--- Input data Enclosed Below ---

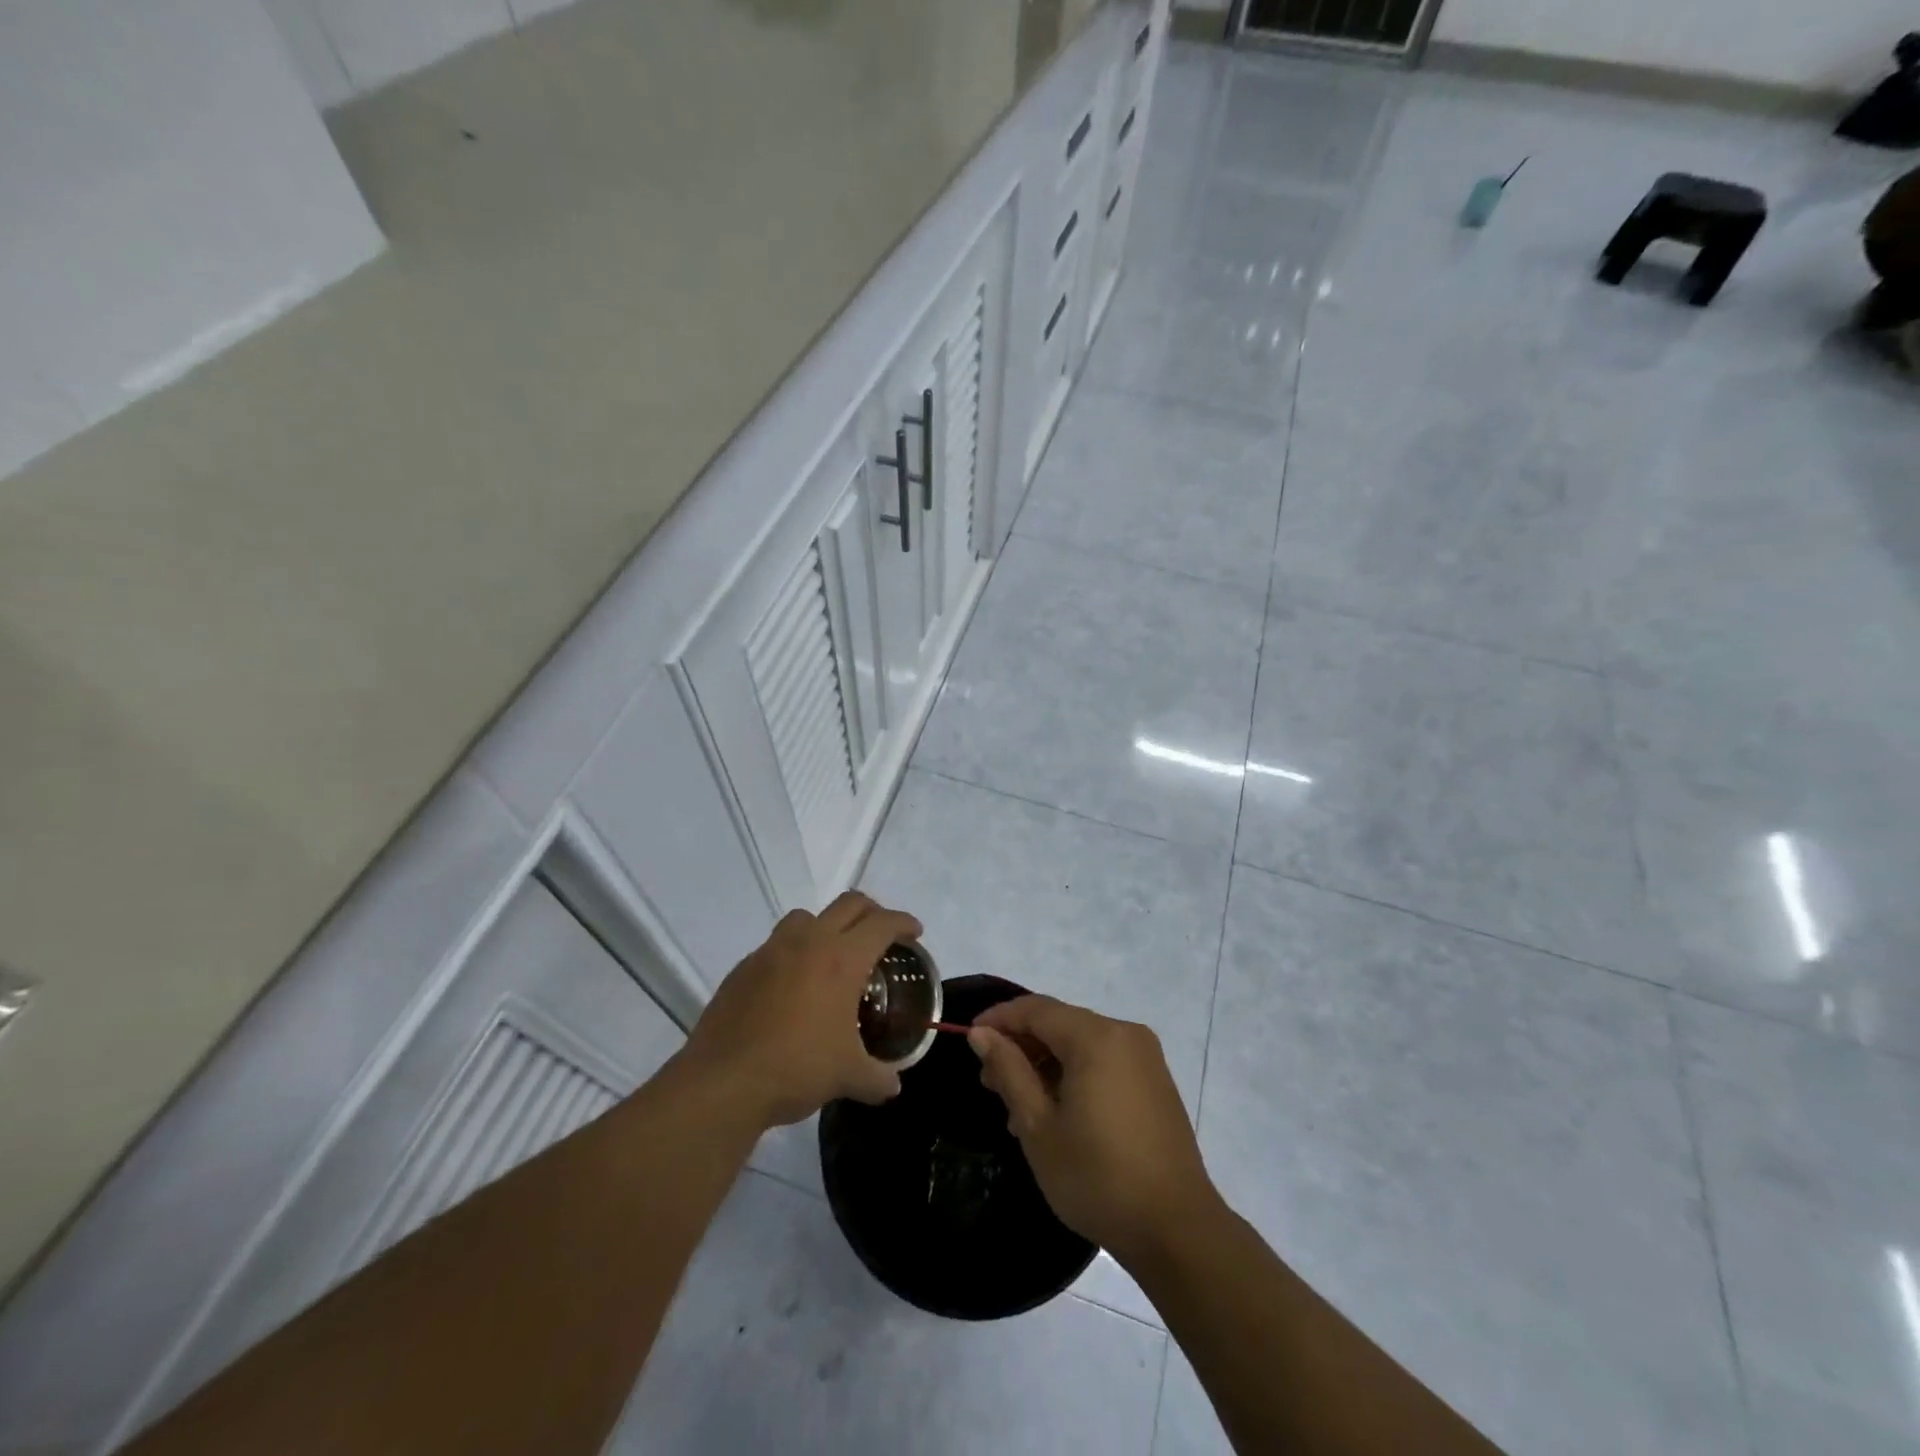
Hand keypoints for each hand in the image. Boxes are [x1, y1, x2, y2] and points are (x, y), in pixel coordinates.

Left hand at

--- End of Enclosed Input data ---
--- Input data Enclosed Below ---

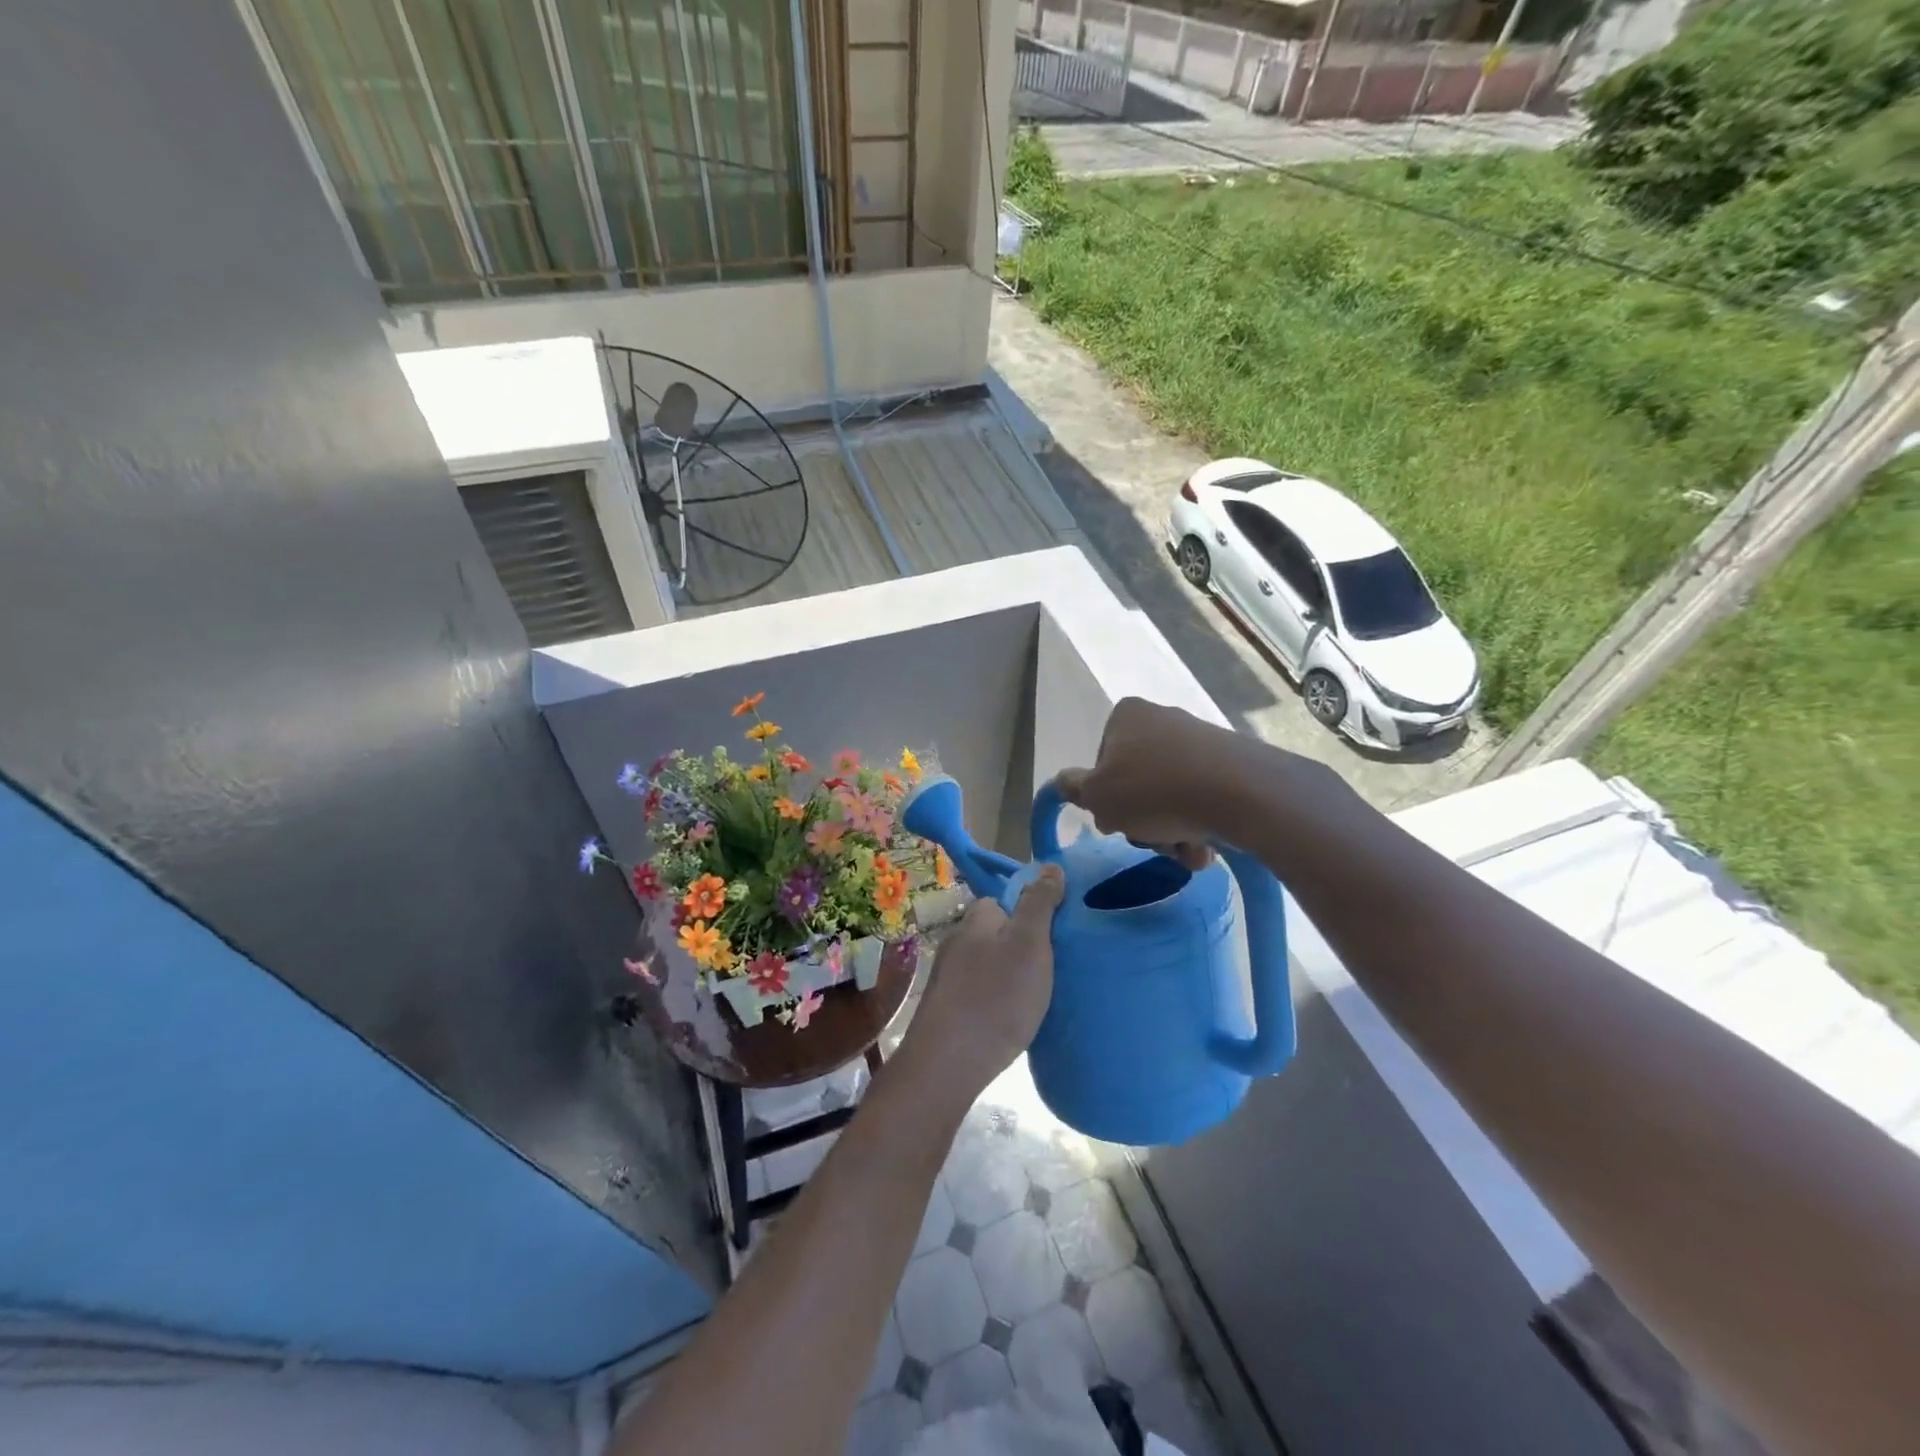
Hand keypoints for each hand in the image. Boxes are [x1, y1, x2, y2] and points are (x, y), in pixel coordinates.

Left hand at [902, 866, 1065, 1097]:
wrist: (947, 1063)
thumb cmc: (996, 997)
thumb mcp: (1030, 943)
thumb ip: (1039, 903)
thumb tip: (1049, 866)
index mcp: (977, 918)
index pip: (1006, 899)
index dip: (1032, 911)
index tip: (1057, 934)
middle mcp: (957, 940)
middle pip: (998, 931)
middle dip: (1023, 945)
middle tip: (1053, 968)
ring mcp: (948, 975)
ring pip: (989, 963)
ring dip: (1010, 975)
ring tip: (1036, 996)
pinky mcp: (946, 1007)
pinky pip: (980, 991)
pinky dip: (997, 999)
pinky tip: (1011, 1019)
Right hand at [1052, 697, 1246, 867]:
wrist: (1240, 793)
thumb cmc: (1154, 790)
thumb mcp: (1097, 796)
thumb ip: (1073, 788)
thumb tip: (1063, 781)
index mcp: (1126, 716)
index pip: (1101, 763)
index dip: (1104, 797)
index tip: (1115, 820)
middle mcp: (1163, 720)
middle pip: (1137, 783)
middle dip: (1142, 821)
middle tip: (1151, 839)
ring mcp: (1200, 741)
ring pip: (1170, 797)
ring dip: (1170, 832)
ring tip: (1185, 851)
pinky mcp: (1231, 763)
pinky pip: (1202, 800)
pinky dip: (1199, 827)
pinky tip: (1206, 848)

--- End of Enclosed Input data ---

### Exercise prompt
Reply with one number, the count of lines in the data that contain "thumb".

### Result of this exercise
8